The territorial divide between the uterine and ovarian arteries territory moves in the direction of the ovary under the influence of progesterone. This means that during the luteal phase, arterial flow in the ovarian artery is either reduced or relocated toward the corpus luteum, or that the uterine artery blood flow increases in the luteal compared with the follicular phase. In parallel to the high local estrogen concentrations in the ovarian arcade, the high local concentration of progesterone during the luteal phase may tend to lower blood flow through the ovarian artery to non-ovarian structures. An alternative hypothesis is that progesterone may have vasodilatory effects on uterine arteries. In accordance with this latter hypothesis, Tan et al. (1996) demonstrated that uterine artery pulsatility index on the side of the developing follicle declines during the midluteal phase, and was significantly lower than on the contralateral side. These authors suggested that the decline in uterine artery resistance during the midluteal phase may be instrumental in triggering optimal conditions for implantation of the blastocyst (Tan et al., 1996
).
The physiological importance of the movement of the partition between the vascular territories may be the ipsilateral impact of the ovarian E2 on the sperm transport to the tube on the ovulatory side (Kunz et al., 1998). The process will guide the sperm to the tube with the egg. The preimplantory nutrition and transport of the fertilized egg in the tube is favoured by the ipsilateral increased concentration of progesterone due to local transfer. The data also indicate that the ipsilateral effect of progesterone on the tubal corner of uterus is smaller than on the tube itself. This may seem somewhat strange, and warrants further investigation, as implantation tends to take place in the uterine wall in the same side as the ovulation.

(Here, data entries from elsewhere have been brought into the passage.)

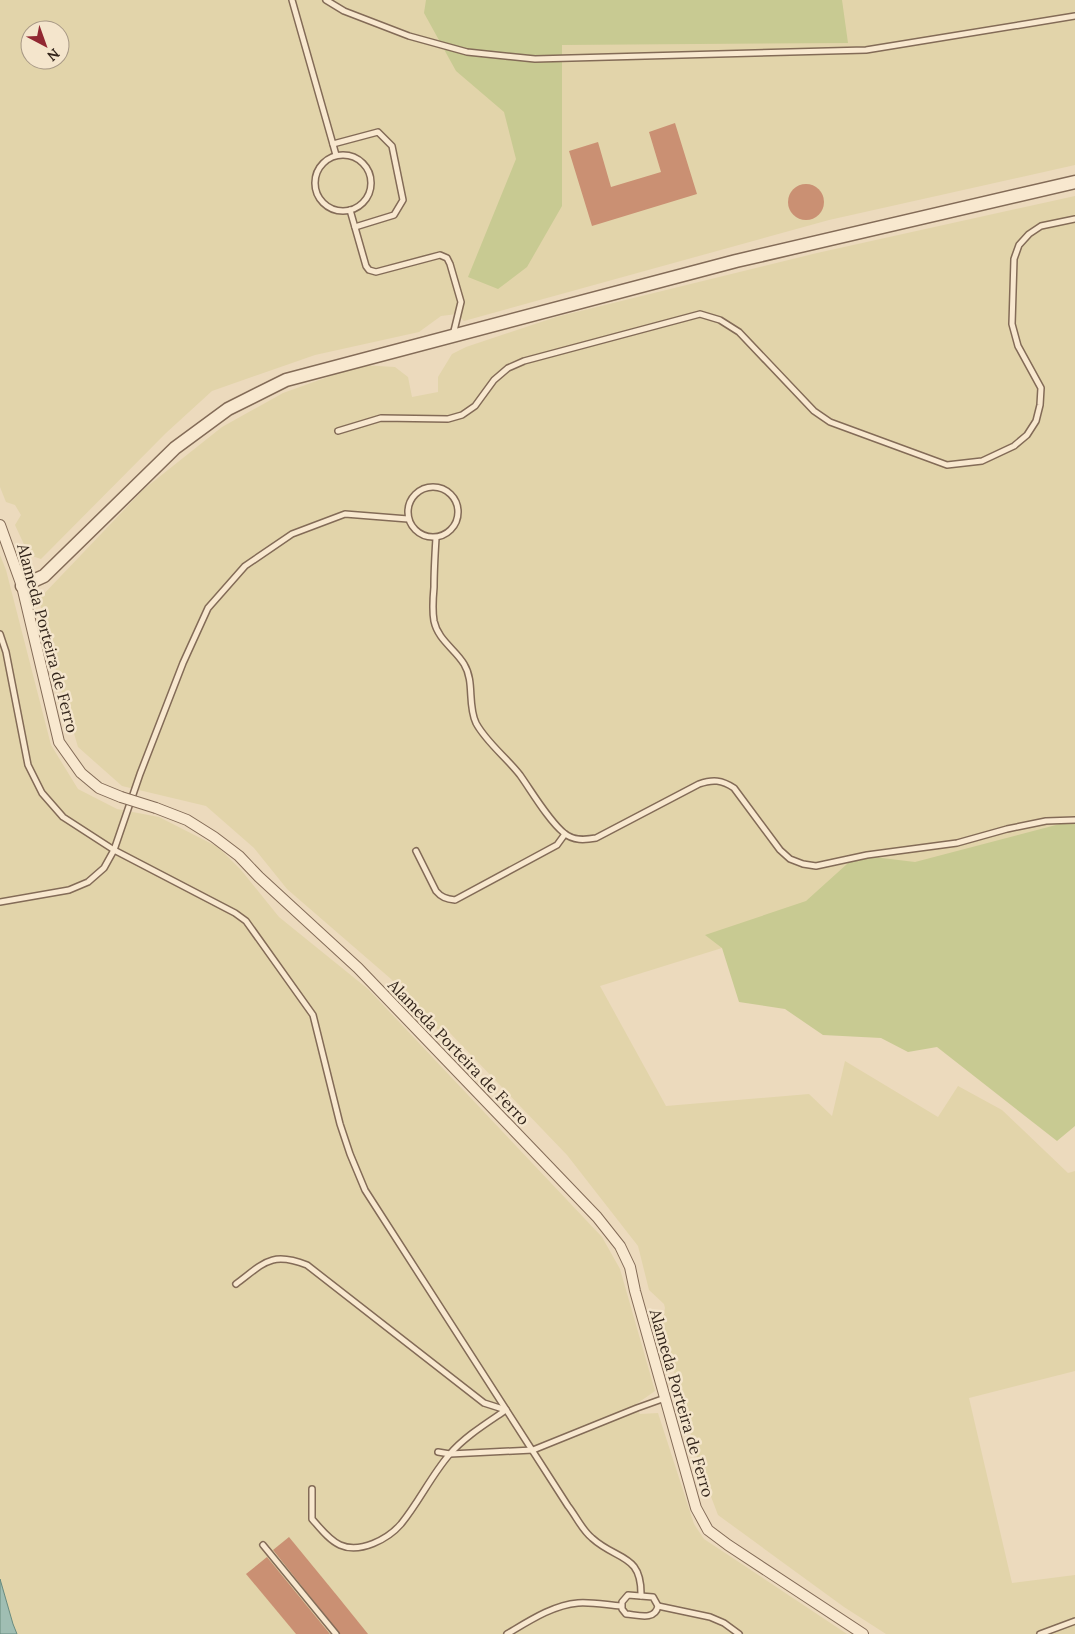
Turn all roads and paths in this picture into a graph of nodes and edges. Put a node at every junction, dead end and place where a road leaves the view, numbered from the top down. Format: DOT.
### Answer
graph roads {
  1 [pos="292,0"];
  2 [pos="326,0"];
  3 [pos="1075,16"];
  4 [pos="333,144"];
  5 [pos="336,155"];
  6 [pos="1075,182"];
  7 [pos="350,210"];
  8 [pos="1075,219"];
  9 [pos="355,226"];
  10 [pos="453,336"];
  11 [pos="338,431"];
  12 [pos="408,519"];
  13 [pos="0,525"];
  14 [pos="436,538"];
  15 [pos="22,586"];
  16 [pos="0,634"];
  17 [pos="1075,820"];
  18 [pos="565,834"];
  19 [pos="114,850"];
  20 [pos="416,851"];
  21 [pos="0,902"];
  22 [pos="236,1284"];
  23 [pos="665,1398"];
  24 [pos="506,1410"];
  25 [pos="532,1450"];
  26 [pos="438,1452"];
  27 [pos="450,1454"];
  28 [pos="312,1489"];
  29 [pos="262,1545"];
  30 [pos="641,1596"];
  31 [pos="621,1606"];
  32 [pos="658,1606"];
  33 [pos="1075,1621"];
  34 [pos="336,1634"];
  35 [pos="507,1634"];
  36 [pos="739,1634"];
  37 [pos="864,1634"];
  38 [pos="1040,1634"];
  1 -- 4 [label="lane"];
  2 -- 3 [label="lane"];
  4 -- 5 [label="lane"];
  4 -- 9 [label="lane"];
  5 -- 7 [label="lane"];
  5 -- 7 [label="lane"];
  6 -- 10 [label="street"];
  7 -- 9 [label="lane"];
  8 -- 11 [label="lane"];
  9 -- 10 [label="lane"];
  10 -- 15 [label="street"];
  12 -- 14 [label="lane"];
  12 -- 14 [label="lane"];
  12 -- 19 [label="lane"];
  13 -- 15 [label="street, Alameda Porteira de Ferro"];
  14 -- 18 [label="lane"];
  15 -- 23 [label="street, Alameda Porteira de Ferro, bridge"];
  16 -- 19 [label="lane"];
  17 -- 18 [label="lane"];
  18 -- 20 [label="lane"];
  19 -- 21 [label="lane"];
  19 -- 24 [label="lane"];
  22 -- 24 [label="lane"];
  23 -- 25 [label="lane"];
  23 -- 37 [label="street, Alameda Porteira de Ferro"];
  24 -- 25 [label="lane"];
  24 -- 27 [label="lane"];
  25 -- 27 [label="lane"];
  25 -- 30 [label="lane"];
  26 -- 27 [label="lane"];
  27 -- 28 [label="lane"];
  29 -- 34 [label="lane"];
  30 -- 31 [label="lane"];
  30 -- 32 [label="lane"];
  31 -- 32 [label="lane"];
  31 -- 35 [label="lane"];
  32 -- 36 [label="lane"];
  33 -- 38 [label="lane"];
}
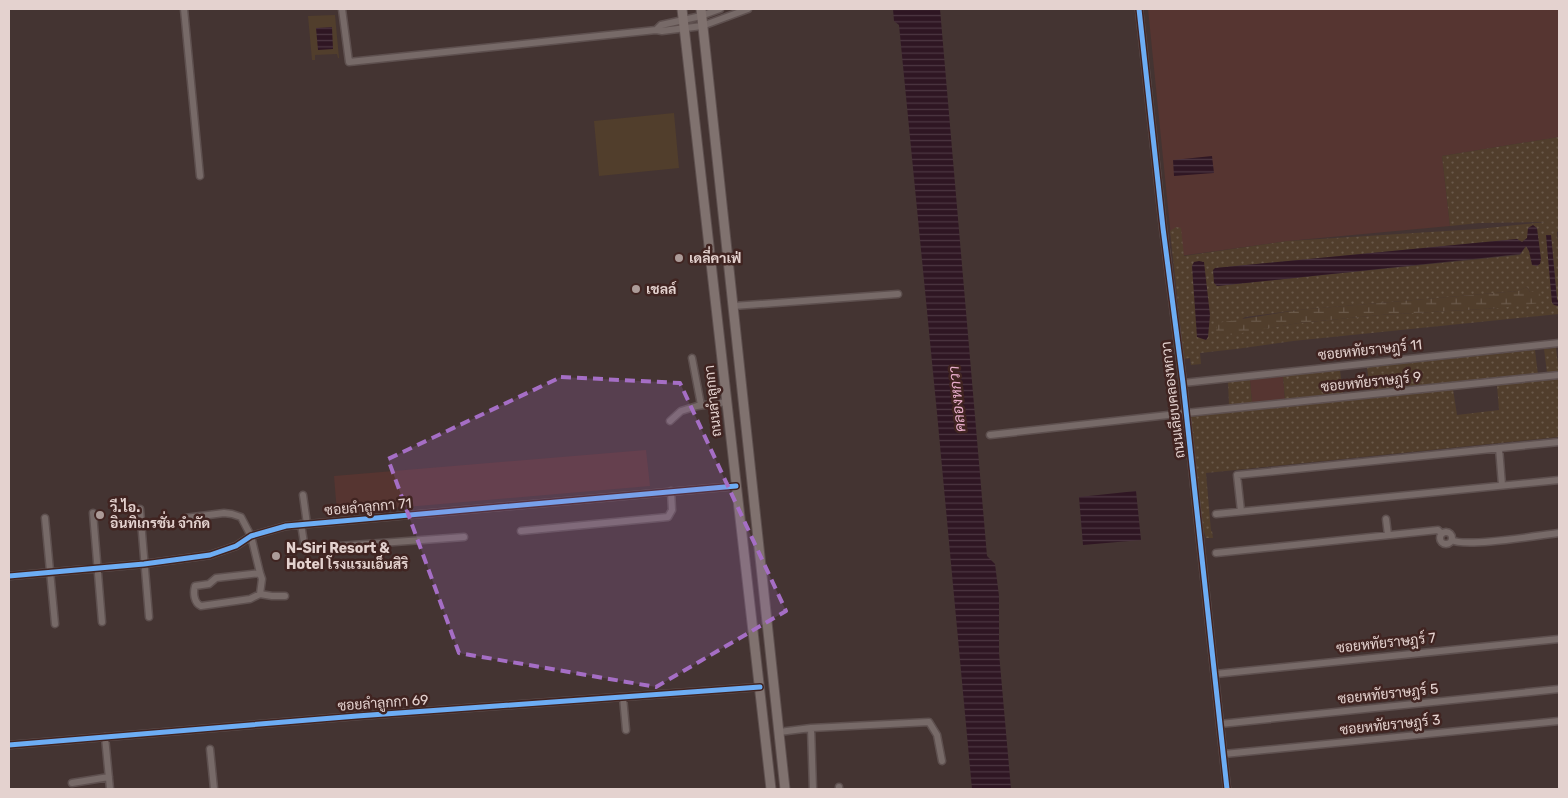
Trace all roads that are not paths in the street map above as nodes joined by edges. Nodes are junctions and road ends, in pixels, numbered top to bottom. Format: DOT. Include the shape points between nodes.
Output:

From a clinical point of view, the finding that the vagina-to-uterus distribution also exists in premenopausal women supports the idea of using the vaginal route for delivering drugs preferentially to the uterus. Moreover, the finding that blood supply from the uterine artery covers a larger part of the uterus during the luteal phase has clinical implications. It allows us to conclude that substances or hormones (such as progesterone) administered vaginally to premenopausal women will reach all areas of the endometrium, a fact that is critical for the effective administration of progesterone during luteal phase support.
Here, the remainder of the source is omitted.